Órfãos em decorrência da aids têm medo da discriminação

O s impactos da orfandade decorrente da aids na vida de jovens e os estigmas sofridos por eles foi tema de um estudo realizado na Faculdade de Saúde Pública (FSP) da USP. Apesar de contarem com apoio da família após a perda dos pais e alguns não se sentirem órfãos, os jovens têm dificuldades de falar sobre a doença por medo de sofrerem discriminação de seus grupos de convívio.

 Apoio da família é fundamental para que os jovens sejam mais bem aceitos na sociedadeA pesquisadora Andrea Paula Ferrara, integrante do Núcleo de Estudos para a Prevenção da aids (Nepaids) da USP e do Grupo de Incentivo à Vida (GIV), em sua dissertação de mestrado — Orfandade e estigma: vivências de jovens órfãos em decorrência da aids — orientada pelo professor Ivan França Junior, da FSP, mostra que apenas 5 dos 19 jovens entre 15 e 24 anos entrevistados mencionaram, no início das entrevistas, a aids como forma de adoecimento dos pais. Os outros 14 jovens só conseguiram citar a doença no decorrer da entrevista.

Para Andrea, “grande parte dessa omissão de informação deve-se ao medo que eles têm de sofrerem preconceito em seu círculo. Tentamos entrevistar mais de 19 jovens e muitos marcavam e não compareciam. Essa recusa implícita de falar sobre o assunto é devido, provavelmente, ao medo da estigmatização e por ser um tema difícil para eles, por estar relacionado a morte dos pais.”

Jovens “marcados”
Todos os relatos dos jovens ouvidos pela pesquisadora são caracterizados como estigma de associação, pois os entrevistados, tanto os soropositivos quanto os soronegativos, ficaram “marcados” psicologicamente por seus pais terem morrido de aids. Segundo dados da pesquisa, grande parte do problema de estigmatização é derivado do medo de sofrer discriminação após contar o motivo da morte dos pais e também pela vivência real do preconceito. “A preocupação é grande em relação ao conhecimento desse fato por amigos, namorados e conhecidos, pois os jovens têm medo da possibilidade de exclusão de seus grupos de convívio e do preconceito que viria após o questionamento em relação a ele [jovem] ser ou não soropositivo”, diz a pesquisadora.

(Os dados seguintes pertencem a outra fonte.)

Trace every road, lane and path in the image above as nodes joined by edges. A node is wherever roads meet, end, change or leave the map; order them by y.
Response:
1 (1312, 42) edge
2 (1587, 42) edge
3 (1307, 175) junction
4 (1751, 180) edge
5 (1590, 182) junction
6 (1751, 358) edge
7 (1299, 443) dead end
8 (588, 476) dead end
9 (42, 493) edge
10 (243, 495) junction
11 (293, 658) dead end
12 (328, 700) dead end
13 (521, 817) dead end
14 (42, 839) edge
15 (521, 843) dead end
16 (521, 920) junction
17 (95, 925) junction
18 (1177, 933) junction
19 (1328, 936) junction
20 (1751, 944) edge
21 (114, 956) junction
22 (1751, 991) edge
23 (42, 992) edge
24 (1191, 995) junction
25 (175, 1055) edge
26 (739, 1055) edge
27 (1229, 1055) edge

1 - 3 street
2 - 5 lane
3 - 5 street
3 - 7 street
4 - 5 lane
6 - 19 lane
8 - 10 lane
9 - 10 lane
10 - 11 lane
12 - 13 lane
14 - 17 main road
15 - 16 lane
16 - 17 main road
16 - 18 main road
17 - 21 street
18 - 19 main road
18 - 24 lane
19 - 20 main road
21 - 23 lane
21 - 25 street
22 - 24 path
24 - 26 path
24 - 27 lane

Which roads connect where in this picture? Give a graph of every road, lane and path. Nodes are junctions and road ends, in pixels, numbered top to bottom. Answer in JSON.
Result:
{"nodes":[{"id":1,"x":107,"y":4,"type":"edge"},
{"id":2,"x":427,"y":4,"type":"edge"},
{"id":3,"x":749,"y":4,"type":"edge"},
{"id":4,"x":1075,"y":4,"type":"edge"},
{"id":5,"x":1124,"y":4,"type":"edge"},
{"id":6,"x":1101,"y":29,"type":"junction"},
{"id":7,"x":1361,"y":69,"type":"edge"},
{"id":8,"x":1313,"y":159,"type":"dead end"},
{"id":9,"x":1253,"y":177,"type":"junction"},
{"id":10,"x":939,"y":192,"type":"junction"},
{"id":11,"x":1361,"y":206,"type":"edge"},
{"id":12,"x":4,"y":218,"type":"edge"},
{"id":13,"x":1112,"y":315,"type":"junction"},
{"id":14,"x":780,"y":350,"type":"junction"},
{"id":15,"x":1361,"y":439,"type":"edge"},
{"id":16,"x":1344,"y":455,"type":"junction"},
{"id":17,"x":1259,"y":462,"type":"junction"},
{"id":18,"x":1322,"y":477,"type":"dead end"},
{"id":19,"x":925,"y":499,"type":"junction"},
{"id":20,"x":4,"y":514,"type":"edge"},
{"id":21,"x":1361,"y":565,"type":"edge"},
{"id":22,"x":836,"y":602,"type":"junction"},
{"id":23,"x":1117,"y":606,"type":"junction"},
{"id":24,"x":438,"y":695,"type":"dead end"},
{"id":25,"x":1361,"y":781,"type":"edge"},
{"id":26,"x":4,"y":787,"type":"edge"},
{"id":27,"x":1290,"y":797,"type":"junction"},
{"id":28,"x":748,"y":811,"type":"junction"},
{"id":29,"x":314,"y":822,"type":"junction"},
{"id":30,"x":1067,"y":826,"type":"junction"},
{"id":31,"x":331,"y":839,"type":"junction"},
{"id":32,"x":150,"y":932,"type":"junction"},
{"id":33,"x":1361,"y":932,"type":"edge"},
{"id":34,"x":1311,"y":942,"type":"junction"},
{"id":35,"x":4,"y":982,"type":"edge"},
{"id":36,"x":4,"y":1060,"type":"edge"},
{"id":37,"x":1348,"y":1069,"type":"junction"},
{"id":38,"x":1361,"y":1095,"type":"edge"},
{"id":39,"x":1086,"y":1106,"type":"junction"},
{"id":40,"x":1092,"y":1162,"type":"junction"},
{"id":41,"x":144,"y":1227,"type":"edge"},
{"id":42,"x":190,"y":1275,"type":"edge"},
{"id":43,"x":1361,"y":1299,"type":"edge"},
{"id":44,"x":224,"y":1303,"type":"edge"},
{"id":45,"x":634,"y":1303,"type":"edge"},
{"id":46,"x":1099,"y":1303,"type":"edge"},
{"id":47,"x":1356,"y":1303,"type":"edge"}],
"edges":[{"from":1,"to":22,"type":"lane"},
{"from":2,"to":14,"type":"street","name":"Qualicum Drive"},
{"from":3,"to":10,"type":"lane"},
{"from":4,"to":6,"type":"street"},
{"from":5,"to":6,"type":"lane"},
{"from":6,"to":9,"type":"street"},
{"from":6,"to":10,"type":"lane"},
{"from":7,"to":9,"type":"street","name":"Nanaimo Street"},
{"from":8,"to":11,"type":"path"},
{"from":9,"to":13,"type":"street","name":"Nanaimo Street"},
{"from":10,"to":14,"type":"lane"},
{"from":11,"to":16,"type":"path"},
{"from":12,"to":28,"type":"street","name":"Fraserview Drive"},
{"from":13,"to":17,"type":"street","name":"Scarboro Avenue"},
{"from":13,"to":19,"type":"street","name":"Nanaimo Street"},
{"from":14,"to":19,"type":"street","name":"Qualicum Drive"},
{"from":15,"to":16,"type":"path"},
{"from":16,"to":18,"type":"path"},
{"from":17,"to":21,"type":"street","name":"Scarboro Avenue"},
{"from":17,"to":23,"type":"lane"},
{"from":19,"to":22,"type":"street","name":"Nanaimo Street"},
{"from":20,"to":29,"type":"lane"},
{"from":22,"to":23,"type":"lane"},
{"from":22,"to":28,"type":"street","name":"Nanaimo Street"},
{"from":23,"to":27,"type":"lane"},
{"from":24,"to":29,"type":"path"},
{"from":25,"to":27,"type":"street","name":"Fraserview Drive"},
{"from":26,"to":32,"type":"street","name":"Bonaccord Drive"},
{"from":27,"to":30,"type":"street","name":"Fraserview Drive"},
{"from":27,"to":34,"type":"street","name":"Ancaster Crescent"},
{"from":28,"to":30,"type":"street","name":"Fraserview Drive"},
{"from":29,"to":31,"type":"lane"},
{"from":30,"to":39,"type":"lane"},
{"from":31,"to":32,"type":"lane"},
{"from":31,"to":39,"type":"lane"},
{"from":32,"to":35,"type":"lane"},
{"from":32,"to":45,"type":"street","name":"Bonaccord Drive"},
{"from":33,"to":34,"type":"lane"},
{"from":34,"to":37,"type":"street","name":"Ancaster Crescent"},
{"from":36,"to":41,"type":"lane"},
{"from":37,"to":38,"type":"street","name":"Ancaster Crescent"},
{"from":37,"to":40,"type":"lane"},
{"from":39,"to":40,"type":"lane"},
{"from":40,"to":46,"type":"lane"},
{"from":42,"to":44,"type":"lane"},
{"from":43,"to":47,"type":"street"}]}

Além dos impactos da orfandade em decorrência da aids na vida dos jovens, Andrea estudou também os significados de ser órfão nesses casos e constatou que estão relacionados a sentimentos ligados à família e à morte. Segundo ela, “entre os sentimentos mais comuns observados nesses jovens estão a dificuldade de falar sobre a orfandade ligada à aids, a tristeza pela morte dos pais e pela falta do cuidado materno”.

Apesar disso, um dos fatores que auxilia esses jovens órfãos é o apoio da família após a perda. “Ao contrário do que as agências internacionais acreditam, o jovem é inserido na família, principalmente materna, após a morte dos pais. Por esse motivo, ressaltam que não se sentem órfãos, já que família aqui tem um significado maior do que o tradicional, que engloba apenas pais e filhos”, diz Andrea.

A pesquisadora ressalta que um dos maiores problemas observados no decorrer da pesquisa foi a debilidade de registros dos filhos de pais portadores de HIV. “Não há acompanhamento dos órfãos pelo serviço saúde, principalmente quando os jovens são soronegativos. É fundamental que o jovem tenha respaldo da família e de políticas públicas para conseguir superar a perda dos pais. Um dos entrevistados disse uma frase da qual gosto muito e pode ilustrar a situação desses jovens: ‘a vitória de um órfão é a mesma coisa que um cego vencer as olimpíadas, bater um recorde’. Ele não deve buscar essa ‘vitória’ sozinho, mas com ajuda de seu círculo afetivo, com respaldo social e de políticas pública efetivas”, completa Andrea.